DATA FOR THE TASK below:
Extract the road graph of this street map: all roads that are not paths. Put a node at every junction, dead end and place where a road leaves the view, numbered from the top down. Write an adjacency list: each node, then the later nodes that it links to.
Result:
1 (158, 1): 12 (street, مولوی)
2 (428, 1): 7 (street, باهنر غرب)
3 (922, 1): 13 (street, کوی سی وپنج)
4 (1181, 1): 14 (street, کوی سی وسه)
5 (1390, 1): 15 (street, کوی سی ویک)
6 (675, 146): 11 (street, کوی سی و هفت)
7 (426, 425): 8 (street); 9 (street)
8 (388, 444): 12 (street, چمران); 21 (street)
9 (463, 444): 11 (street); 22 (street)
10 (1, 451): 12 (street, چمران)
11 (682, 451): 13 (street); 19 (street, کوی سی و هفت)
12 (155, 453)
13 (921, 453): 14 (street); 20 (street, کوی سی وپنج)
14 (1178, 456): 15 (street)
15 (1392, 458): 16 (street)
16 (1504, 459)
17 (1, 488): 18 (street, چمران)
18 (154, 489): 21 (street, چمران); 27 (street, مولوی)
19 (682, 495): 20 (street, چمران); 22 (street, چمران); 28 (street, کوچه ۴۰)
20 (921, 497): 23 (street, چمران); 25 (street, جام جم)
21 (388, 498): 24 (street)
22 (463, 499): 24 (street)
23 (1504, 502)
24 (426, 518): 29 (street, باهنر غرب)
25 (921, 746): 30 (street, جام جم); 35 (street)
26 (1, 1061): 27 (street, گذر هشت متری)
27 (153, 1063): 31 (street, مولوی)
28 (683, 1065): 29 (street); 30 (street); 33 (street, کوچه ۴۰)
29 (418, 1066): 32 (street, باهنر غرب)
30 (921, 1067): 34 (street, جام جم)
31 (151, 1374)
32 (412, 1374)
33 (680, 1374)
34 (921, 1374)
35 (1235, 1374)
End of DATA FOR THE TASK.
Return every line of the data unchanged.

#### [SOLUTION]
Extract the road graph of this street map: all roads that are not paths. Put a node at every junction, dead end and place where a road leaves the view, numbered from the top down. Write an adjacency list: each node, then the later nodes that it links to.
Result:
1 (158, 1): 12 (street, مولوی)
2 (428, 1): 7 (street, باهنر غرب)
3 (922, 1): 13 (street, کوی سی وپنج)
4 (1181, 1): 14 (street, کوی سی وسه)
5 (1390, 1): 15 (street, کوی سی ویک)
6 (675, 146): 11 (street, کوی سی و هفت)
7 (426, 425): 8 (street); 9 (street)
8 (388, 444): 12 (street, چمران); 21 (street)
9 (463, 444): 11 (street); 22 (street)
10 (1, 451): 12 (street, چمران)
11 (682, 451): 13 (street); 19 (street, کوی سی و هفت)
12 (155, 453)
13 (921, 453): 14 (street); 20 (street, کوی سی وپنج)
14 (1178, 456): 15 (street)
15 (1392, 458): 16 (street)
16 (1504, 459)
17 (1, 488): 18 (street, چمران)
18 (154, 489): 21 (street, چمران); 27 (street, مولوی)
19 (682, 495): 20 (street, چمران); 22 (street, چمران); 28 (street, کوچه ۴۰)
20 (921, 497): 23 (street, چمران); 25 (street, جام جم)
21 (388, 498): 24 (street)
22 (463, 499): 24 (street)
23 (1504, 502)
24 (426, 518): 29 (street, باهنر غرب)
25 (921, 746): 30 (street, جام جم); 35 (street)
26 (1, 1061): 27 (street, گذر هشت متری)
27 (153, 1063): 31 (street, مولوی)
28 (683, 1065): 29 (street); 30 (street); 33 (street, کوچه ۴۰)
29 (418, 1066): 32 (street, باهنر غرب)
30 (921, 1067): 34 (street, جام جم)
31 (151, 1374)
32 (412, 1374)
33 (680, 1374)
34 (921, 1374)
35 (1235, 1374)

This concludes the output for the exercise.